Depois era a minha vez de levar a injecção, mas ela [a irmã] era uma médica bem mais cruel do que eu: não se contentando em esborrachar o gargalo de vidro contra a minha nádega, espetava também a unha do indicador com tanta determinação que, não raro, me arrancava gemidos de dor. Entretanto, já eu estava a tentar puxar as cuecas para cima, desinteressava-se do meu rabo e metia-me a mão entre as pernas à procura da lombriga. Era assim que ela dizia, lombriga, e eu sentia a faces escaldar e tentava em vão proteger-me das investidas daqueles dedos que tudo faziam para me apertar as bolas.
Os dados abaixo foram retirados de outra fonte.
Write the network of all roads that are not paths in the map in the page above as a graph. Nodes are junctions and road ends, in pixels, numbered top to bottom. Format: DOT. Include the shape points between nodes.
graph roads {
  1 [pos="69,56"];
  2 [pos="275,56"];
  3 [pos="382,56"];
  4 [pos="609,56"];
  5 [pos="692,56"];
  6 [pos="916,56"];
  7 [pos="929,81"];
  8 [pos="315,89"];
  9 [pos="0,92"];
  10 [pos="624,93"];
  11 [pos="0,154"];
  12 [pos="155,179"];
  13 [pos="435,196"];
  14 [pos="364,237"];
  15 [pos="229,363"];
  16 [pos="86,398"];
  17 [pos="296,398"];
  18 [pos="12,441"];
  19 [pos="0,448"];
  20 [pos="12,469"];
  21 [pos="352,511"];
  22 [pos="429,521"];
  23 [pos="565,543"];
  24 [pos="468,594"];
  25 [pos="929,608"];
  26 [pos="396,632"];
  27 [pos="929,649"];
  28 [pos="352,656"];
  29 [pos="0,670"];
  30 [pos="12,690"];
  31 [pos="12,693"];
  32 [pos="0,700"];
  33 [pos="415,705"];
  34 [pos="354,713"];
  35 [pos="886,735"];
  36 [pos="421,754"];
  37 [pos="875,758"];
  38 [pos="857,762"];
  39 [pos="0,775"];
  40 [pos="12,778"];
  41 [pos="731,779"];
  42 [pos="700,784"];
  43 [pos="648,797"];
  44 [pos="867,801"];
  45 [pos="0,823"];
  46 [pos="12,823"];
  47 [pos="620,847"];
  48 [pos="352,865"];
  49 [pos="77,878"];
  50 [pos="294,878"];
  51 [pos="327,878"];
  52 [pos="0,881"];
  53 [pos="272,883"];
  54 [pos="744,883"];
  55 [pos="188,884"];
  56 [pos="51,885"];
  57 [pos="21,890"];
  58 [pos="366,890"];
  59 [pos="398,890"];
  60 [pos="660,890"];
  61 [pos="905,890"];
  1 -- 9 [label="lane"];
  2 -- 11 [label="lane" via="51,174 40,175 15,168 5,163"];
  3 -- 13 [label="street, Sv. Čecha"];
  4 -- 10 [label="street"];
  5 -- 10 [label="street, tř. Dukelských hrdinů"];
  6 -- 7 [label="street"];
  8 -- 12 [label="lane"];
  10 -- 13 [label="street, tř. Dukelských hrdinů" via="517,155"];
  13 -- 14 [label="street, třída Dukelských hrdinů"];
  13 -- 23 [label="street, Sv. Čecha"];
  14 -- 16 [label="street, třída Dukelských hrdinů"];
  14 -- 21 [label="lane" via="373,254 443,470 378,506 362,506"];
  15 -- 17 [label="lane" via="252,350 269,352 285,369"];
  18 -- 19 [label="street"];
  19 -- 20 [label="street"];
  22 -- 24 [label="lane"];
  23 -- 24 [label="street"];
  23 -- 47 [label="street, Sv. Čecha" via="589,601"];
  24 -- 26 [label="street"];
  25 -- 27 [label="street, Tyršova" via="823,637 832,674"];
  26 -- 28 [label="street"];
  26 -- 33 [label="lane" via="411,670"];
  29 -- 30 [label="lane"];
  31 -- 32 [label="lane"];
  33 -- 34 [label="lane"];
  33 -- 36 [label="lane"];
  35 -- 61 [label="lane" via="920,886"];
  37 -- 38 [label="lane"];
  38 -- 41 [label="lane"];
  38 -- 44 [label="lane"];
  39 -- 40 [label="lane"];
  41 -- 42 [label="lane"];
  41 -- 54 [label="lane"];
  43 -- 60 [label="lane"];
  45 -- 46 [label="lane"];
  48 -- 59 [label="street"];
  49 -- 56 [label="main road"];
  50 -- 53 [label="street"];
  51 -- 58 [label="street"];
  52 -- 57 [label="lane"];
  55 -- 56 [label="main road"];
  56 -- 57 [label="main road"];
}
Não apreciei todas as vozes por igual, embora as tenha apreciado muito quase todas, pelas diferenças de tom e de conteúdo. A única que me fez passar algumas páginas foi a terceira, por uma questão de gosto pessoal. Não me seduzem as vozes que clamam pela morte, que se rodeiam de desgraça - ainda que, neste caso, seja compreensível e que a parte da história narrada por ela, a voz masculina, seja interessante. Pareceu-me também a mais distante do núcleo central da história, até no tempo, e a que menos acrescenta ao seu panorama geral. A voz da prostituta, a última, é, ao contrário, provavelmente a mais relevante na construção da personagem que motiva o livro... e é deliciosa.
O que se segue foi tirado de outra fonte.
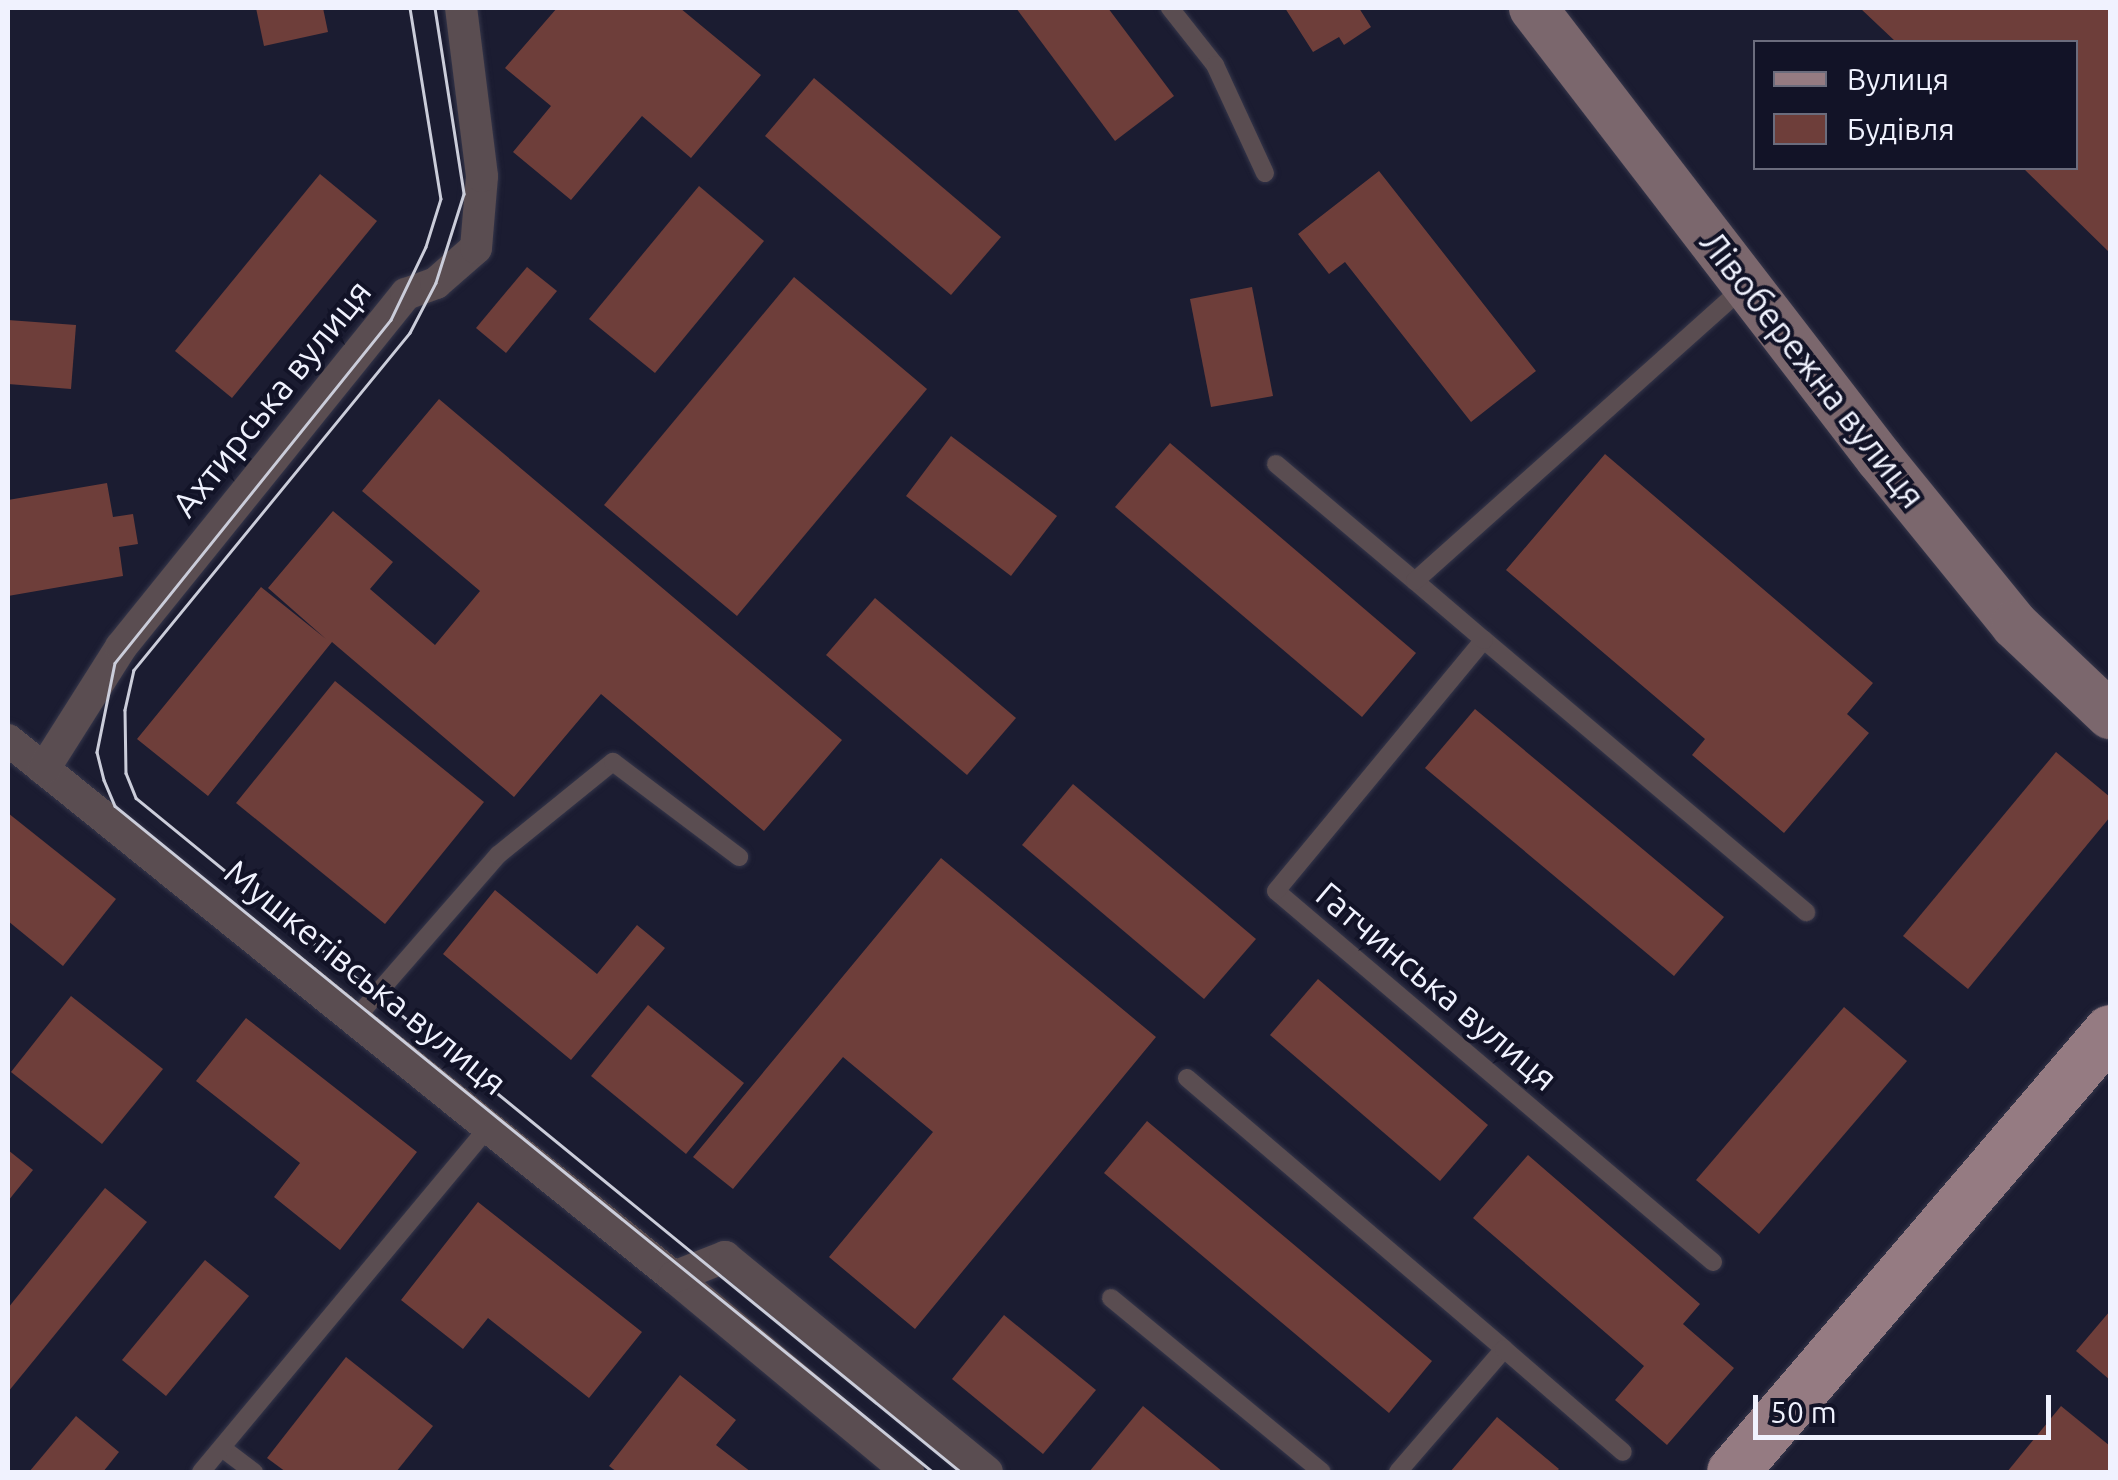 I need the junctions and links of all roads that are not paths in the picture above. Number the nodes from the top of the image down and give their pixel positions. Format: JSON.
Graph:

Tinha alguma intenção de passar as páginas do diário no fim do livro - tive vários diários em miúda, mas a diarística tende a aborrecer-me - mas acabei por não o fazer. Ainda bem. Estas páginas decorrem em Angola, onde nasci, e reforçam a imagem que tenho recebido dela por via interposta, uma vez que eu própria não tenho recordações. É a que tenho vindo a transpôr, aos soluços, para um livro que pdoe levar uma ou duas eternidades a terminar... Esta parte do livro tem, também, uma das expressões de amor mais bonitas que tenho lido:

Se tu fosses uma árvore, meu amor, serias um embondeiro. Grande, sólida, resistente, e subitamente transbordante de flores puras como aves, e de frutos que escondessem toda a frescura de uma noite sem lua. 

Uma leitura, sem dúvida, muito interessante.

1 comentário:

Cristina Torrão disse...

De quatro Prémios LeYa que li foi do que gostei mais.